→ **Prompt**
The whole listing needs to be restated word for word.

→ **Data**

—————

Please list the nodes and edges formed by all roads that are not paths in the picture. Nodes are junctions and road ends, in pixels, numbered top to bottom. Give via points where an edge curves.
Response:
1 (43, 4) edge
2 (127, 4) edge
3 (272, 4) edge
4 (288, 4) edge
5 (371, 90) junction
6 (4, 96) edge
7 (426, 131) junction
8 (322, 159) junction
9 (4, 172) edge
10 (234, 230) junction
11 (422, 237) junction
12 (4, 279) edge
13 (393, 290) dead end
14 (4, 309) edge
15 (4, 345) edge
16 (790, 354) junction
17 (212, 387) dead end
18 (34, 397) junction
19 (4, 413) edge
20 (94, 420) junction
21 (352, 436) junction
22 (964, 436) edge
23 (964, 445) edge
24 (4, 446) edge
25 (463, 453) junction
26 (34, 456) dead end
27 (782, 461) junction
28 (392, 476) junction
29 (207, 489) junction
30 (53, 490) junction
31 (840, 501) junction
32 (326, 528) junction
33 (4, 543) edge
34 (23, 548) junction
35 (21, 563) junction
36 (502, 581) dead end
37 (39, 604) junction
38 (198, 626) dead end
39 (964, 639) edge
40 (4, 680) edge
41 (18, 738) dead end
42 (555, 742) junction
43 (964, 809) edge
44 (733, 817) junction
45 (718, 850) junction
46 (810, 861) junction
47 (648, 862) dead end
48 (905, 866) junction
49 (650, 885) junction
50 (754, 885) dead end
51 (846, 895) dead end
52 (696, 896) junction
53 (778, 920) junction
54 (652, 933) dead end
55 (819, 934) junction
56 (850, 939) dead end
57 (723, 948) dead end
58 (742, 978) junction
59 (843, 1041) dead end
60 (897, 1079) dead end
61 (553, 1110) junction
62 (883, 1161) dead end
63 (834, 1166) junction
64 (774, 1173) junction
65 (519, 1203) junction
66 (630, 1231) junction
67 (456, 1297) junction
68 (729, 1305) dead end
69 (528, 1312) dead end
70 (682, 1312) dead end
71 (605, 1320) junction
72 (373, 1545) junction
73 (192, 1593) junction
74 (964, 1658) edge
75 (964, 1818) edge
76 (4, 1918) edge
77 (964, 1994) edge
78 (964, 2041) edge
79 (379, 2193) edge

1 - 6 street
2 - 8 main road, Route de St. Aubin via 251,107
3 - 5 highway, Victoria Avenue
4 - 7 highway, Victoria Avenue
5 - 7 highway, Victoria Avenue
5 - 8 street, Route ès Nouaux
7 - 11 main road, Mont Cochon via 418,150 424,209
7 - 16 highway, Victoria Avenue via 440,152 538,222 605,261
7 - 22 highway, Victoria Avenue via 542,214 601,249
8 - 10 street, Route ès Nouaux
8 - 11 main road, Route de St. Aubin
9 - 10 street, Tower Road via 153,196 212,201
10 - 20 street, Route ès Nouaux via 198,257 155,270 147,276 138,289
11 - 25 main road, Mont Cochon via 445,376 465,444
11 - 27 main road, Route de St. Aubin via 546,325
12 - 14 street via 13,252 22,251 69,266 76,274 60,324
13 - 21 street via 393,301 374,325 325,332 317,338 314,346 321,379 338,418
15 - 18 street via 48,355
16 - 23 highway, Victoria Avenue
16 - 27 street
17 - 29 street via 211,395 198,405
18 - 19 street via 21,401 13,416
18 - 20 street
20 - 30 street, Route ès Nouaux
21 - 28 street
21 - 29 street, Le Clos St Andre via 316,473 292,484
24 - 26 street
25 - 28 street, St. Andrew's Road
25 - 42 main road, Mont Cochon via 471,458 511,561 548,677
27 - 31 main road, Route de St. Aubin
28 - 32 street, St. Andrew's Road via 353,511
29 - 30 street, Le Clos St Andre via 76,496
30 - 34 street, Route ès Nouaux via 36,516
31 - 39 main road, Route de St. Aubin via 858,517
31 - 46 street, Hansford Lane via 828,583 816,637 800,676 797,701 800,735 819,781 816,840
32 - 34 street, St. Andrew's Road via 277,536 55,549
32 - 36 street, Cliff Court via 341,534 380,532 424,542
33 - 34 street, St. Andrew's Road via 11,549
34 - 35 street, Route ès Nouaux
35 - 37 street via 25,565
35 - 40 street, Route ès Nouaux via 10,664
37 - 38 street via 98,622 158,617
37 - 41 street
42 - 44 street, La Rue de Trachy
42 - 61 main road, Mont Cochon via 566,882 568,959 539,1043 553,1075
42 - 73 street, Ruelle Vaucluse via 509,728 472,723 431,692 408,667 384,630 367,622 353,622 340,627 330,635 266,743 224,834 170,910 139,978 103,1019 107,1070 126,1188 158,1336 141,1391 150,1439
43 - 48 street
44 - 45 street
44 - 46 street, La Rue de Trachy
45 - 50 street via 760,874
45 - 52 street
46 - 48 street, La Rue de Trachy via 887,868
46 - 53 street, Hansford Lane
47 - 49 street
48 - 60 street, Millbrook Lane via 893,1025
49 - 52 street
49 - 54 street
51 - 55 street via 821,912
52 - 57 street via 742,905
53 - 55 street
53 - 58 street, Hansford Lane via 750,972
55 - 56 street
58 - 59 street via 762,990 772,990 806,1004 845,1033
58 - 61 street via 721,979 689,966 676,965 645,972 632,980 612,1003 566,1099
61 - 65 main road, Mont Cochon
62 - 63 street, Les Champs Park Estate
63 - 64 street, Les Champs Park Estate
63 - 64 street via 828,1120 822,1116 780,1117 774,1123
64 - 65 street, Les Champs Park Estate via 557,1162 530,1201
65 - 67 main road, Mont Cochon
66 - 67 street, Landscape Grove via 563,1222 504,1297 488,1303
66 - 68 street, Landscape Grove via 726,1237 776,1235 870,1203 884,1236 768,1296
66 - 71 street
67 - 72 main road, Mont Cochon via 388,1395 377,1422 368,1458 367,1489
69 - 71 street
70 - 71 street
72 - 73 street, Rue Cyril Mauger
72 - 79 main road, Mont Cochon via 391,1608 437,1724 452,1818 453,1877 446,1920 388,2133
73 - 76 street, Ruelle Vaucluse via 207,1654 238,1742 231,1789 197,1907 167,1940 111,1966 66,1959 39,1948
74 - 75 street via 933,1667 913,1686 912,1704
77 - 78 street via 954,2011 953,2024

—————

→ **Answer for the task**
Please list the nodes and edges formed by all roads that are not paths in the picture. Nodes are junctions and road ends, in pixels, numbered top to bottom. Give via points where an edge curves.
Response:
1 (43, 4) edge
2 (127, 4) edge
3 (272, 4) edge
4 (288, 4) edge
5 (371, 90) junction
6 (4, 96) edge
7 (426, 131) junction
8 (322, 159) junction
9 (4, 172) edge
10 (234, 230) junction
11 (422, 237) junction
12 (4, 279) edge
13 (393, 290) dead end
14 (4, 309) edge
15 (4, 345) edge
16 (790, 354) junction
17 (212, 387) dead end
18 (34, 397) junction
19 (4, 413) edge
20 (94, 420) junction
21 (352, 436) junction
22 (964, 436) edge
23 (964, 445) edge
24 (4, 446) edge
25 (463, 453) junction
26 (34, 456) dead end
27 (782, 461) junction
28 (392, 476) junction
29 (207, 489) junction
30 (53, 490) junction
31 (840, 501) junction
32 (326, 528) junction
33 (4, 543) edge
34 (23, 548) junction
35 (21, 563) junction
36 (502, 581) dead end
37 (39, 604) junction
38 (198, 626) dead end
39 (964, 639) edge
40 (4, 680) edge
41 (18, 738) dead end
42 (555, 742) junction
43 (964, 809) edge
44 (733, 817) junction
45 (718, 850) junction
46 (810, 861) junction
47 (648, 862) dead end
48 (905, 866) junction
49 (650, 885) junction
50 (754, 885) dead end
51 (846, 895) dead end
52 (696, 896) junction
53 (778, 920) junction
54 (652, 933) dead end
55 (819, 934) junction
56 (850, 939) dead end
57 (723, 948) dead end
58 (742, 978) junction
59 (843, 1041) dead end
60 (897, 1079) dead end
61 (553, 1110) junction
62 (883, 1161) dead end
63 (834, 1166) junction
64 (774, 1173) junction
65 (519, 1203) junction
66 (630, 1231) junction
67 (456, 1297) junction
68 (729, 1305) dead end
69 (528, 1312) dead end
70 (682, 1312) dead end
71 (605, 1320) junction
72 (373, 1545) junction
73 (192, 1593) junction
74 (964, 1658) edge
75 (964, 1818) edge
76 (4, 1918) edge
77 (964, 1994) edge
78 (964, 2041) edge
79 (379, 2193) edge

1 - 6 street
2 - 8 main road, Route de St. Aubin via 251,107
3 - 5 highway, Victoria Avenue
4 - 7 highway, Victoria Avenue
5 - 7 highway, Victoria Avenue
5 - 8 street, Route ès Nouaux
7 - 11 main road, Mont Cochon via 418,150 424,209
7 - 16 highway, Victoria Avenue via 440,152 538,222 605,261
7 - 22 highway, Victoria Avenue via 542,214 601,249
8 - 10 street, Route ès Nouaux
8 - 11 main road, Route de St. Aubin
9 - 10 street, Tower Road via 153,196 212,201
10 - 20 street, Route ès Nouaux via 198,257 155,270 147,276 138,289
11 - 25 main road, Mont Cochon via 445,376 465,444
11 - 27 main road, Route de St. Aubin via 546,325
12 - 14 street via 13,252 22,251 69,266 76,274 60,324
13 - 21 street via 393,301 374,325 325,332 317,338 314,346 321,379 338,418
15 - 18 street via 48,355
16 - 23 highway, Victoria Avenue
16 - 27 street
17 - 29 street via 211,395 198,405
18 - 19 street via 21,401 13,416
18 - 20 street
20 - 30 street, Route ès Nouaux
21 - 28 street
21 - 29 street, Le Clos St Andre via 316,473 292,484
24 - 26 street
25 - 28 street, St. Andrew's Road
25 - 42 main road, Mont Cochon via 471,458 511,561 548,677
27 - 31 main road, Route de St. Aubin
28 - 32 street, St. Andrew's Road via 353,511
29 - 30 street, Le Clos St Andre via 76,496
30 - 34 street, Route ès Nouaux via 36,516
31 - 39 main road, Route de St. Aubin via 858,517
31 - 46 street, Hansford Lane via 828,583 816,637 800,676 797,701 800,735 819,781 816,840
32 - 34 street, St. Andrew's Road via 277,536 55,549
32 - 36 street, Cliff Court via 341,534 380,532 424,542
33 - 34 street, St. Andrew's Road via 11,549
34 - 35 street, Route ès Nouaux
35 - 37 street via 25,565
35 - 40 street, Route ès Nouaux via 10,664
37 - 38 street via 98,622 158,617
37 - 41 street
42 - 44 street, La Rue de Trachy
42 - 61 main road, Mont Cochon via 566,882 568,959 539,1043 553,1075
42 - 73 street, Ruelle Vaucluse via 509,728 472,723 431,692 408,667 384,630 367,622 353,622 340,627 330,635 266,743 224,834 170,910 139,978 103,1019 107,1070 126,1188 158,1336 141,1391 150,1439
43 - 48 street
44 - 45 street
44 - 46 street, La Rue de Trachy
45 - 50 street via 760,874
45 - 52 street
46 - 48 street, La Rue de Trachy via 887,868
46 - 53 street, Hansford Lane
47 - 49 street
48 - 60 street, Millbrook Lane via 893,1025
49 - 52 street
49 - 54 street
51 - 55 street via 821,912
52 - 57 street via 742,905
53 - 55 street
53 - 58 street, Hansford Lane via 750,972
55 - 56 street
58 - 59 street via 762,990 772,990 806,1004 845,1033
58 - 61 street via 721,979 689,966 676,965 645,972 632,980 612,1003 566,1099
61 - 65 main road, Mont Cochon
62 - 63 street, Les Champs Park Estate
63 - 64 street, Les Champs Park Estate
63 - 64 street via 828,1120 822,1116 780,1117 774,1123
64 - 65 street, Les Champs Park Estate via 557,1162 530,1201
65 - 67 main road, Mont Cochon
66 - 67 street, Landscape Grove via 563,1222 504,1297 488,1303
66 - 68 street, Landscape Grove via 726,1237 776,1235 870,1203 884,1236 768,1296
66 - 71 street
67 - 72 main road, Mont Cochon via 388,1395 377,1422 368,1458 367,1489
69 - 71 street
70 - 71 street
72 - 73 street, Rue Cyril Mauger
72 - 79 main road, Mont Cochon via 391,1608 437,1724 452,1818 453,1877 446,1920 388,2133
73 - 76 street, Ruelle Vaucluse via 207,1654 238,1742 231,1789 197,1907 167,1940 111,1966 66,1959 39,1948
74 - 75 street via 933,1667 913,1686 912,1704
77 - 78 street via 954,2011 953,2024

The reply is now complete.